Türk Medline
ADR Yönetimi
ADR Yönetimi

EVALUATION OF THE ACCURACY, RELIABILITY, QUALITY, AND READABILITY OF ARTIFICIAL INTELLIGENCE CHATBOTS-GENERATED RESPONSES TO ACNE-RELATED QUESTIONS

Ecem Bostan, Mahmut Talha Uçar, Elif Dönmez

Turkish Journal of Dermatology - 2025;19(4):235-243

Department of Dermatology and Venereology, Ankara Medipol University Faculty of Medicine, Ankara, Türkiye

 

Aim: Since artificial intelligence (AI) has entered our lives, it has been widely used in daily medical practice to determine accurate diagnoses, predict prognosis, and inform about various treatment modalities. Acne vulgaris is one of the most frequently encountered skin problems in dermatology. Patients with acne can consult AI. The aim of the present study was to evaluate the accuracy, reliability, quality, and readability of AI-generated responses to frequently asked acne-related questions.
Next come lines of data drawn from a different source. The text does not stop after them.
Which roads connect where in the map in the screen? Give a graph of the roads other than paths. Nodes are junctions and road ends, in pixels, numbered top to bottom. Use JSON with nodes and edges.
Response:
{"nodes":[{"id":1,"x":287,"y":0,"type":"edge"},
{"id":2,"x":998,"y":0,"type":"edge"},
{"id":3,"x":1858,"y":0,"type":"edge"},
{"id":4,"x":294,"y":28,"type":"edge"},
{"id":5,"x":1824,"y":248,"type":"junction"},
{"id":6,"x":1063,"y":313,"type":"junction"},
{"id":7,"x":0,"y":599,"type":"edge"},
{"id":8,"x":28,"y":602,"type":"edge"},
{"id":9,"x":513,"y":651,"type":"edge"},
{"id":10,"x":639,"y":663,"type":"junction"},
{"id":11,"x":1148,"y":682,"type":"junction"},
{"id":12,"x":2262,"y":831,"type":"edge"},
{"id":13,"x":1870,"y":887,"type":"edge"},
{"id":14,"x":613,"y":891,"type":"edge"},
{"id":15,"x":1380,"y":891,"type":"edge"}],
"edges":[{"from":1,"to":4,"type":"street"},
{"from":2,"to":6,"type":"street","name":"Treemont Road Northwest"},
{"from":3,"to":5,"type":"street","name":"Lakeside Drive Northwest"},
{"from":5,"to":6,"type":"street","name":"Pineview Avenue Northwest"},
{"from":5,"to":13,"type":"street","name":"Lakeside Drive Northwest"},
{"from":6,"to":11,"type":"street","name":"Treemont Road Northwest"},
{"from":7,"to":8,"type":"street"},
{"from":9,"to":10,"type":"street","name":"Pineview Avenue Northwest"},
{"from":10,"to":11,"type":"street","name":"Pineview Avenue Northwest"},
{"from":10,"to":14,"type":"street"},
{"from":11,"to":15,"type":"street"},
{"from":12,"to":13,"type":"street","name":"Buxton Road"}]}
Materials and Methods: To evaluate the accuracy, reliability, quality, and readability of AI-generated responses to acne-related queries, a multi-domain assessment approach involving four validated tools [modified DISCERN, Global Quality Scale (GQS), Flesch Reading Ease score (FRES), and 5-point Likert scale] was used. Results: Among the three generative AI chatbots, DeepSeek achieved the highest mean FRES, followed by ChatGPT-4.0 and ChatGPT-4.5. For modified DISCERN scores, ChatGPT-4.5 achieved the highest mean score, followed by ChatGPT-4.0 and DeepSeek, indicating superior information quality in ChatGPT-4.5 responses. The mean FRES was highest for DeepSeek among the three generative AI chatbots, whereas ChatGPT-4.5 had the highest mean modified DISCERN score. This suggests that ChatGPT-4.5 responses have higher informational quality. In terms of accuracy, ChatGPT-4.5 again achieved the highest mean score. ChatGPT-4.5 scored the highest GQS, slightly above ChatGPT-4.0, with DeepSeek scoring the lowest. Conclusion: These results highlight that ChatGPT-4.5 generally provided more accurate, higher-quality responses, whereas DeepSeek offered superior readability according to the Flesch Reading Ease metric.